Museo Martinitt e Stelline

Place

Museo Martinitt e Stelline, Milano

Client

Pio Albergo Trivulzio

Date
Category
Designed as N!03, Interaction design
About This Project

This multimedia path recounts the lives of the children in two Milanese orphanages in the 19th century. The Martinitt institute was a boys’ orphanage, Stelline iwas a girls’ institution. The particular nature of the archive material demanded much care, in order to appropriately translate into a visual and sound language the concepts, stories and documents, while respecting their nature and intrinsic value.
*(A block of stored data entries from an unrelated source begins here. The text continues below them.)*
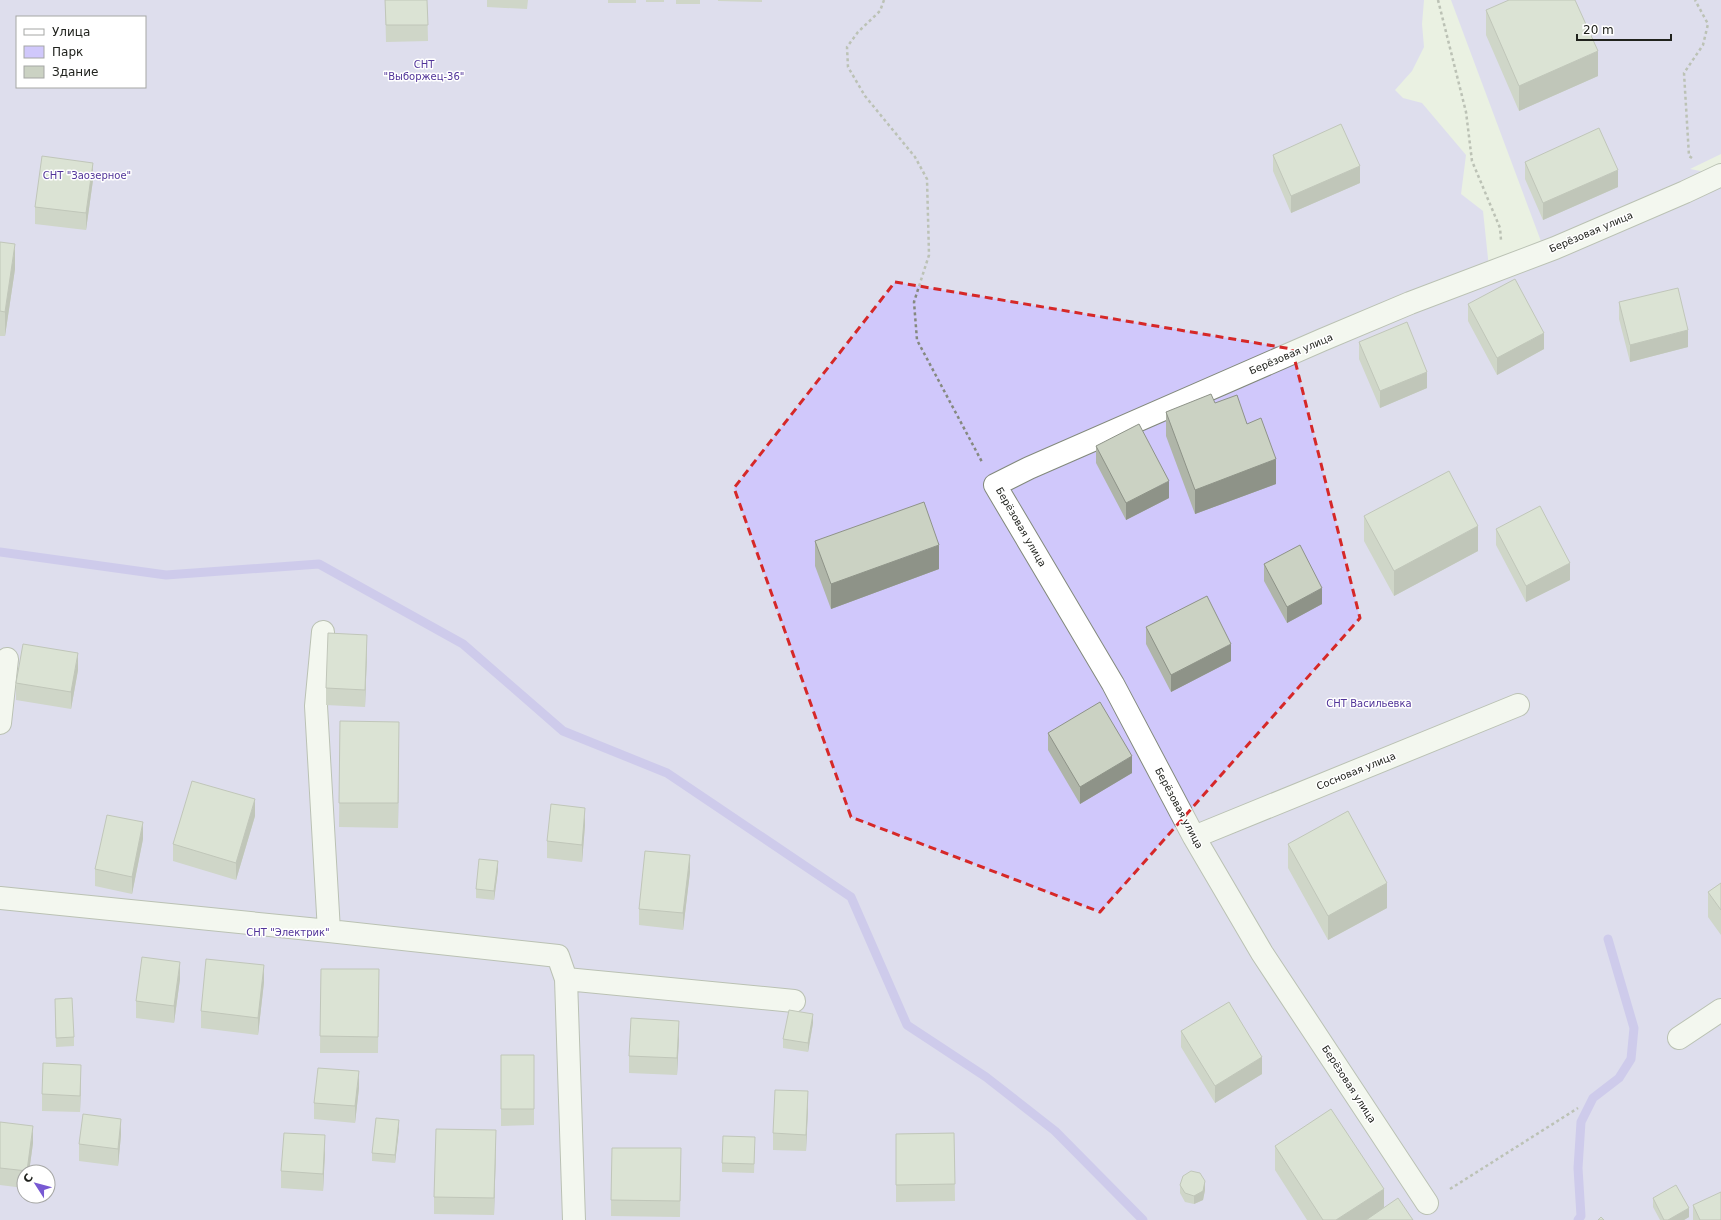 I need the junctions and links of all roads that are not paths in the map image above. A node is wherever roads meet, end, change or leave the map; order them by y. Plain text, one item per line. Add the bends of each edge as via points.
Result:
1 (1716, 177) edge
2 (323, 632) dead end
3 (7, 659) dead end
4 (1518, 705) dead end
5 (0, 723) edge
6 (1194, 837) junction
7 (0, 898) edge
8 (329, 931) junction
9 (566, 979) junction
10 (794, 1001) dead end
11 (1721, 1010) edge
12 (1679, 1038) dead end
13 (1427, 1203) road end
14 (574, 1220) edge

1 - 6 street, Берёзовая улица via 1555,248 1410,303 1322,340 995,485 1113,684
2 - 8 street via 316,706
3 - 5 street
4 - 6 street, Сосновая улица
6 - 13 street, Берёзовая улица via 1262,953
7 - 8 street
8 - 9 street via 558,956
9 - 10 street
9 - 14 street
11 - 12 street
The journey is charming from an aesthetic point of view and offers the audience a vast repertoire of documents to read and content to examine in depth.
The visit to the Museum opens with a large projection on the stairs in which the faces, footsteps and voices of the children accompany the visitor up to the first floor.
The first room describes how children entered the institutes and the main activities that occupied their lives there. The room features an outline of the institutes’ regulations and administrative documents and small anecdotes of daily life. The next room is one of the most compelling installation of the entire journey: the classroom. Visitors become Martinitt inmates who can respond with a ‘yes’ or a ‘no’ to questions the teacher puts to them about the lesson they have just sat through. The environment that follows simulates a library where virtual books can be made to appear and skimmed through.
The visit continues on the second floor. A room with big table with six irons recalls the the classrooms where Stelline students learned the art of ironing. On the surface of the table images of creased clothes are projected; visitors can iron the images and thus access brief video clips on the other activities taught to the Stelline’s girls.
The final two rooms are dedicated to the biographies of some of the benefactors of the two institutes. On a desk visitor can scroll down from a list of painting details and when stopping, they will see the portrait of one of the benefactors and a brief video clip illustrating his/her life, in a frame on the wall.